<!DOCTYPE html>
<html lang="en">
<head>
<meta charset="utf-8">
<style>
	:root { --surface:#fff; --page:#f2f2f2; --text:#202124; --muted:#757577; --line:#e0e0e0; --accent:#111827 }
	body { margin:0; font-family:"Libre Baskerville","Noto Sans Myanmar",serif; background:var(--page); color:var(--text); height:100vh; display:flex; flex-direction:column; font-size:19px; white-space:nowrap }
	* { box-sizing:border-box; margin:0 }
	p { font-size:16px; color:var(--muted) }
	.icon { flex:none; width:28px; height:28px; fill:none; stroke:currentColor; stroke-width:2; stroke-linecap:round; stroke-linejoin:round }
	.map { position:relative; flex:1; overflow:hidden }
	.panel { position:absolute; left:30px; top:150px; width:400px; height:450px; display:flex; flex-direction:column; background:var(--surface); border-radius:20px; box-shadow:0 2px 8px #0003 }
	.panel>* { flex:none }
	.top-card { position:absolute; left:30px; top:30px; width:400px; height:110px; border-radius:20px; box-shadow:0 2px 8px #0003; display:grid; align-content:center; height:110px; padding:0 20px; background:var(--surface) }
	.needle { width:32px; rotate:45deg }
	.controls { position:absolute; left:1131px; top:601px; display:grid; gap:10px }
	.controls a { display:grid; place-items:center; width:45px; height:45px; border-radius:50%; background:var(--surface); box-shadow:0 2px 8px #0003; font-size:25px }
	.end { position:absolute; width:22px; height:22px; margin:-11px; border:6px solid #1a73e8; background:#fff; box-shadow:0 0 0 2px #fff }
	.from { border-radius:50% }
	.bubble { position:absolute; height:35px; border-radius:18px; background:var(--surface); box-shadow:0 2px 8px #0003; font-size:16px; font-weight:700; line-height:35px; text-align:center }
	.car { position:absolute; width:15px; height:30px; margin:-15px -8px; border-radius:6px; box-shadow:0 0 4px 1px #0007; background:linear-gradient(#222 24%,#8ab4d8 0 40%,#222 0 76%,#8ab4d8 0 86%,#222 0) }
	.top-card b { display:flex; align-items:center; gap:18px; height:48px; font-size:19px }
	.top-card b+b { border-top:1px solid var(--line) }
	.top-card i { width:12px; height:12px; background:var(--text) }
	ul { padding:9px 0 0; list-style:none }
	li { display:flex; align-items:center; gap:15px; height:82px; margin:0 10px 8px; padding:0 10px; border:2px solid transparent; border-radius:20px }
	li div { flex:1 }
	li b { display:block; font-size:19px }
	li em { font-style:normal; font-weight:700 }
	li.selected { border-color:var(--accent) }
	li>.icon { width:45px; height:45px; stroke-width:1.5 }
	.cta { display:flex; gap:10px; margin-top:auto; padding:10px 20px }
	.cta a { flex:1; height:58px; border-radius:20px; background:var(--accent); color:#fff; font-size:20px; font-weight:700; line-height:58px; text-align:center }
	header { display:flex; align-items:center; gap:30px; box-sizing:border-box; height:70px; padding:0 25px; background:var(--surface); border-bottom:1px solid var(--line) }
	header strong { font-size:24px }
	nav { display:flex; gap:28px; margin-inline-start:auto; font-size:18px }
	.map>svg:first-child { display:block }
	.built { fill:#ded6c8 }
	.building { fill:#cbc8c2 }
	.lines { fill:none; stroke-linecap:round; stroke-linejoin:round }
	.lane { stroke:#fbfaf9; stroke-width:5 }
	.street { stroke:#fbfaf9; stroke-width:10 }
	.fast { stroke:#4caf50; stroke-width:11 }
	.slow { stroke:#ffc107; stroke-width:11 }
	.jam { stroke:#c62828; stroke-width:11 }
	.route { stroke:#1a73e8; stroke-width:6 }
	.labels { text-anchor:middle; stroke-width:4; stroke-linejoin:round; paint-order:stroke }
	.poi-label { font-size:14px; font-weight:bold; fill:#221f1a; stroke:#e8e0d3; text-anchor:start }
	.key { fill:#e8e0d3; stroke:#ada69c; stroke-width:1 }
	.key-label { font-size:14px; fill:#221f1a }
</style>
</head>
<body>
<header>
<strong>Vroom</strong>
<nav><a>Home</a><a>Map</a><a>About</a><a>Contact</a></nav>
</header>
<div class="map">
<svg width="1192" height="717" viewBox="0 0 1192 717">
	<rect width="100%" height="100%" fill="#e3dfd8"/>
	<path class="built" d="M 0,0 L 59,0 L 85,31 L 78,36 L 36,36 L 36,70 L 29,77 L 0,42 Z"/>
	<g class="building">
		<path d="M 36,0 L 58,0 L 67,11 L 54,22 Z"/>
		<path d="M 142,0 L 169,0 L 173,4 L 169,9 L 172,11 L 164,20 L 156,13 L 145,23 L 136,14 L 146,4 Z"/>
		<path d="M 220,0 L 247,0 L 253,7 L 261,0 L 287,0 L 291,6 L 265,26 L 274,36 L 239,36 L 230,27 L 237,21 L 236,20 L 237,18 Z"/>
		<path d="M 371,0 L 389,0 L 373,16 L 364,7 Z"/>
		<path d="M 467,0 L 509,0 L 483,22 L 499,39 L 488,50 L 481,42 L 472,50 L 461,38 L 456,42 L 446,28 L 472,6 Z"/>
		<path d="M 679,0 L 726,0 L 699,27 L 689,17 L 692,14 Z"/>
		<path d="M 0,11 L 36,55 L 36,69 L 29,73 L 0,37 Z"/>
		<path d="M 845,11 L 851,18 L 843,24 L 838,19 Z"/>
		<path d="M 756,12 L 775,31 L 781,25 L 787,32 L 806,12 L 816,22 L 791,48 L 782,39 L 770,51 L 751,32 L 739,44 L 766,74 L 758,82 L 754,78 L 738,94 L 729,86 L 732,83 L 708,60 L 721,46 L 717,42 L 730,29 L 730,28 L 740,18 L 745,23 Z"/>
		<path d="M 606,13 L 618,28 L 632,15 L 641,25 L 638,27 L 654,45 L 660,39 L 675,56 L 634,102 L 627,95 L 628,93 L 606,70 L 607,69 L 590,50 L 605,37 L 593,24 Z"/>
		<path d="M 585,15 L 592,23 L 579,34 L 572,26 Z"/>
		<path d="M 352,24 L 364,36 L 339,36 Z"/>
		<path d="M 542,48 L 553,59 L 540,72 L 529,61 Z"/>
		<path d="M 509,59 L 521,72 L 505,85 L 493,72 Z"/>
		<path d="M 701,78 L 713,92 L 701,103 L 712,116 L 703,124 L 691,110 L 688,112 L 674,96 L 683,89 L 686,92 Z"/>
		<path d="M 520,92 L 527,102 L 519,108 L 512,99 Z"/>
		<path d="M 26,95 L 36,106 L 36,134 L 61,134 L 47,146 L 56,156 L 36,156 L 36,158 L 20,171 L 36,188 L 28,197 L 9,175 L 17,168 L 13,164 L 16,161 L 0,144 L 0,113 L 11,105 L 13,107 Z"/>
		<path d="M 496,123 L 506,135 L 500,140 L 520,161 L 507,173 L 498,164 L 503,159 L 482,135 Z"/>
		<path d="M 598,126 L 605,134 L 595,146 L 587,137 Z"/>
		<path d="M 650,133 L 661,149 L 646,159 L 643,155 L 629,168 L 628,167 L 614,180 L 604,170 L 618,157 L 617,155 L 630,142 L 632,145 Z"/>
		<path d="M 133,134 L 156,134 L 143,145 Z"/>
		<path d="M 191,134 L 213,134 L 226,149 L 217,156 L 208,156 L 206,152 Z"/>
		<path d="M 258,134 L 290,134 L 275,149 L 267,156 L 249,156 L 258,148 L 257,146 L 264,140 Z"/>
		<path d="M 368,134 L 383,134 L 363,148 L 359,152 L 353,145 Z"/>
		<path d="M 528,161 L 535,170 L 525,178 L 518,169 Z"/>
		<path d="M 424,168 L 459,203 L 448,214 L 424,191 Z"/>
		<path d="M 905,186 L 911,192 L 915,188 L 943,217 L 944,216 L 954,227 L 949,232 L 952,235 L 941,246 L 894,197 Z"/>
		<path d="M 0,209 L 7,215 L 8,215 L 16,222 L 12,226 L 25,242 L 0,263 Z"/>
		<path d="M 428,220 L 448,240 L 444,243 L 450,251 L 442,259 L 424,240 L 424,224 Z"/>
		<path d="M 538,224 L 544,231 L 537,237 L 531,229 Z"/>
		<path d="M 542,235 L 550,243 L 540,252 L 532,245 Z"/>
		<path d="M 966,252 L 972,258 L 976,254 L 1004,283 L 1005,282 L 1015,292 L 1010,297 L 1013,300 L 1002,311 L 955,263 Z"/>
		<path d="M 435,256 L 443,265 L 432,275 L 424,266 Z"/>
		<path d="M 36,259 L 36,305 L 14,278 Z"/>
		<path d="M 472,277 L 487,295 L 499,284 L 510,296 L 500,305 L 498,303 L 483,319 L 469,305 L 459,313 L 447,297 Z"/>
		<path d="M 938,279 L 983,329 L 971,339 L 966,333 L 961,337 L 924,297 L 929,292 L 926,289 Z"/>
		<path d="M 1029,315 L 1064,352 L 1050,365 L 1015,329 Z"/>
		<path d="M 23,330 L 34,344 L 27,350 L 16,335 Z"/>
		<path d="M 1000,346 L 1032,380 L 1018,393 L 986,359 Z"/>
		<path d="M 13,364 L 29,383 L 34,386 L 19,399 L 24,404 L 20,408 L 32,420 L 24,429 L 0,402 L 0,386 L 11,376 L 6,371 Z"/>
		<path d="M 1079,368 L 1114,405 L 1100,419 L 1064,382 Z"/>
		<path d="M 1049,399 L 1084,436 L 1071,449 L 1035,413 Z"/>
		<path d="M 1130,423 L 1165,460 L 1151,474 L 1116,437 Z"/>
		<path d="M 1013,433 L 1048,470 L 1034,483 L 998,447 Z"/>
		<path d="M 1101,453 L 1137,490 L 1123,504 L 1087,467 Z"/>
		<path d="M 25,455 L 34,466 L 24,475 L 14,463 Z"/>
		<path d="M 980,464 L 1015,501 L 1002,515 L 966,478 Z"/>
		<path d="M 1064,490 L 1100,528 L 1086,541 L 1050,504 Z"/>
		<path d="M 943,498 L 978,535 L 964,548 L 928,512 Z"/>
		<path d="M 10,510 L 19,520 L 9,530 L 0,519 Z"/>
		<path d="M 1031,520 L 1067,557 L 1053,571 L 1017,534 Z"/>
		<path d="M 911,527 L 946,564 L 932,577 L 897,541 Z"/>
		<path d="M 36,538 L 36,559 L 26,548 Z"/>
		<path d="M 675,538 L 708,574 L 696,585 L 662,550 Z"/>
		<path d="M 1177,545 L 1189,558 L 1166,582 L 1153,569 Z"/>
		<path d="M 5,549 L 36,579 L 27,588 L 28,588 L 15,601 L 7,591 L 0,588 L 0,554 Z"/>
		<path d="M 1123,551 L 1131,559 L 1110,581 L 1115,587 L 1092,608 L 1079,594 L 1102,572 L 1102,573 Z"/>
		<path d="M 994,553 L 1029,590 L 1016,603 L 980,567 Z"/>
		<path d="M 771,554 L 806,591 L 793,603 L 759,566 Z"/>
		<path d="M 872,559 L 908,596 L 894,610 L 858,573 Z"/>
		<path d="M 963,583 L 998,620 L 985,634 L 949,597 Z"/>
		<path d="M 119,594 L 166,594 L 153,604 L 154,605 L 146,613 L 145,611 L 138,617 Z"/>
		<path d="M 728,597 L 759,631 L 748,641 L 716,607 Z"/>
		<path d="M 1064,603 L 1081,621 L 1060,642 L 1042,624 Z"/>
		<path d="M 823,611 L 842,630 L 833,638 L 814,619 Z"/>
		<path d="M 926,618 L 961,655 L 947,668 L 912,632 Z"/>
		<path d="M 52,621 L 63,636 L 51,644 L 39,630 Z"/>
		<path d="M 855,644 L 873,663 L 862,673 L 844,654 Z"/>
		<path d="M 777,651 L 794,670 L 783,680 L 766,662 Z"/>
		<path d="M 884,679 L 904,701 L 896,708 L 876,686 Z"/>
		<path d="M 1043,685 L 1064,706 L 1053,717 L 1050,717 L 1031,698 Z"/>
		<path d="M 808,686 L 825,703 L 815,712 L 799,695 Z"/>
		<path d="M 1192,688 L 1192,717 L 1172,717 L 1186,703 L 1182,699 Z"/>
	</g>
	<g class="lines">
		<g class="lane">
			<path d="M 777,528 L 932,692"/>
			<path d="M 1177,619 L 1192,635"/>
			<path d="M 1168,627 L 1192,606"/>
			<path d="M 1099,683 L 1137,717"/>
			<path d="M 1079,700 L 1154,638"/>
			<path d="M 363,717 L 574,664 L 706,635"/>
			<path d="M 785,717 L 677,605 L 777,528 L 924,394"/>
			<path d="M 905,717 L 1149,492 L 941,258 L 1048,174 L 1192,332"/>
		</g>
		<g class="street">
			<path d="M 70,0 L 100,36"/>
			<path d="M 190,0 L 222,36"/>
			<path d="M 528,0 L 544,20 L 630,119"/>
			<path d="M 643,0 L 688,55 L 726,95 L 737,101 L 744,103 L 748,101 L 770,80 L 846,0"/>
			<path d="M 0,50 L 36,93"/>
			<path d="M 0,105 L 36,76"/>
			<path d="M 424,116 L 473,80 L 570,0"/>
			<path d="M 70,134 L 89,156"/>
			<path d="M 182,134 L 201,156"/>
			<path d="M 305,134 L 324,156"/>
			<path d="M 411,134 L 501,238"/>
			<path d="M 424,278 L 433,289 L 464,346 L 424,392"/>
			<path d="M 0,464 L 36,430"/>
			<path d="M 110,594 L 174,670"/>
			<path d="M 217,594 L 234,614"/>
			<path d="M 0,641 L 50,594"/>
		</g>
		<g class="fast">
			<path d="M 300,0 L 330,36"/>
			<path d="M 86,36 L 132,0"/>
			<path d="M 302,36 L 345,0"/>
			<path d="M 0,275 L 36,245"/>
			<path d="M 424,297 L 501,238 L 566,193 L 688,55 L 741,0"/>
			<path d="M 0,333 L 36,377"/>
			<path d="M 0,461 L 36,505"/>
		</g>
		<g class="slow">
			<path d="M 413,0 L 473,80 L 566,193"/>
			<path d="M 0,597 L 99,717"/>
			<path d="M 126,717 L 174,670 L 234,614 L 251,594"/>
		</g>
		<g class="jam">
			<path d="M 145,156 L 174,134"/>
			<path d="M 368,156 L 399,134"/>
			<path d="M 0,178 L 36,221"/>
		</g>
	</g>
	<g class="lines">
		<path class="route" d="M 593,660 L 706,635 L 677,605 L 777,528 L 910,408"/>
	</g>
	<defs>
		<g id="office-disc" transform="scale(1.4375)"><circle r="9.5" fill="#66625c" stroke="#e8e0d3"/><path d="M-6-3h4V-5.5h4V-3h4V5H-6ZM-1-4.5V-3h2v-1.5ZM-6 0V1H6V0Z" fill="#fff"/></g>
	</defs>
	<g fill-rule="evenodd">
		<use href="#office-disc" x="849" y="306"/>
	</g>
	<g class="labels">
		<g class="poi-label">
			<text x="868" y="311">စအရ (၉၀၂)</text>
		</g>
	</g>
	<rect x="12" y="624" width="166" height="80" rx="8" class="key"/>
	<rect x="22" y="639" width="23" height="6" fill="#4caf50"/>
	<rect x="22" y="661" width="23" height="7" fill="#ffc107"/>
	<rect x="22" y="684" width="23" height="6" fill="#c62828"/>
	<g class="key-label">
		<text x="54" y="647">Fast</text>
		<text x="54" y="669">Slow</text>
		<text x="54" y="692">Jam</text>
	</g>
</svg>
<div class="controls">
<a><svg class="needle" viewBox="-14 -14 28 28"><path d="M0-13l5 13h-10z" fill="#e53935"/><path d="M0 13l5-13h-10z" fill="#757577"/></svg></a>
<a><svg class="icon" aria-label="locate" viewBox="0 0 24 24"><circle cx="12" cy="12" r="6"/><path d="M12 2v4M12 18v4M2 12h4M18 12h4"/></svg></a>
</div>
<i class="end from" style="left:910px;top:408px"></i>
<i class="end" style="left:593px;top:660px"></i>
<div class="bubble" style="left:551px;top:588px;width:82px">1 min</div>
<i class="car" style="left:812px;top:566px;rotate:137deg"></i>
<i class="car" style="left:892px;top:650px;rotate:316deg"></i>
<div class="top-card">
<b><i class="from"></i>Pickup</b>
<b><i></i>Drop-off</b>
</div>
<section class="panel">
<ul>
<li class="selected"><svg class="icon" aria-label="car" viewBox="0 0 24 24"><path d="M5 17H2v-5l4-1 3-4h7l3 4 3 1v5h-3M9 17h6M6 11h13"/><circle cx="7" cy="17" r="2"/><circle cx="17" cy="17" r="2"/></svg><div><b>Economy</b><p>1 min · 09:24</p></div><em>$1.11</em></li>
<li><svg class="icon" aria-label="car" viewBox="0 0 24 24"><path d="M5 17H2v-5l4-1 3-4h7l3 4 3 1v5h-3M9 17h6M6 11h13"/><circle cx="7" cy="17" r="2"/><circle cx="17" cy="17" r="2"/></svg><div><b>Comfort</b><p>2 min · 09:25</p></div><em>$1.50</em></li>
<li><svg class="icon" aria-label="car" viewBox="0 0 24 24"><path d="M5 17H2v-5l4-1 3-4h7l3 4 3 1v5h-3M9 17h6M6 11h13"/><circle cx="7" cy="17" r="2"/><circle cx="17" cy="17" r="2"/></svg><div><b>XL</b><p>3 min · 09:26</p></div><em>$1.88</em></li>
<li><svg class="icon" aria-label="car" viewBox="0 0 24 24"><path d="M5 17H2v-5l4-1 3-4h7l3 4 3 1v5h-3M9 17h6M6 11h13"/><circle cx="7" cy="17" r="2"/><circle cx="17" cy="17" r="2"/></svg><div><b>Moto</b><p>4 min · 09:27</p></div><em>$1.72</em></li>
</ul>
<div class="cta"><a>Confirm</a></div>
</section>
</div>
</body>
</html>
::::
> [Description of the task]
Where the word "body" shows up in a line of the entries above, copy that line.

> [Result of the task]
	body { margin:0; font-family:"Libre Baskerville","Noto Sans Myanmar",serif; background:var(--page); color:var(--text); height:100vh; display:flex; flex-direction:column; font-size:19px; white-space:nowrap }
<body>
</body>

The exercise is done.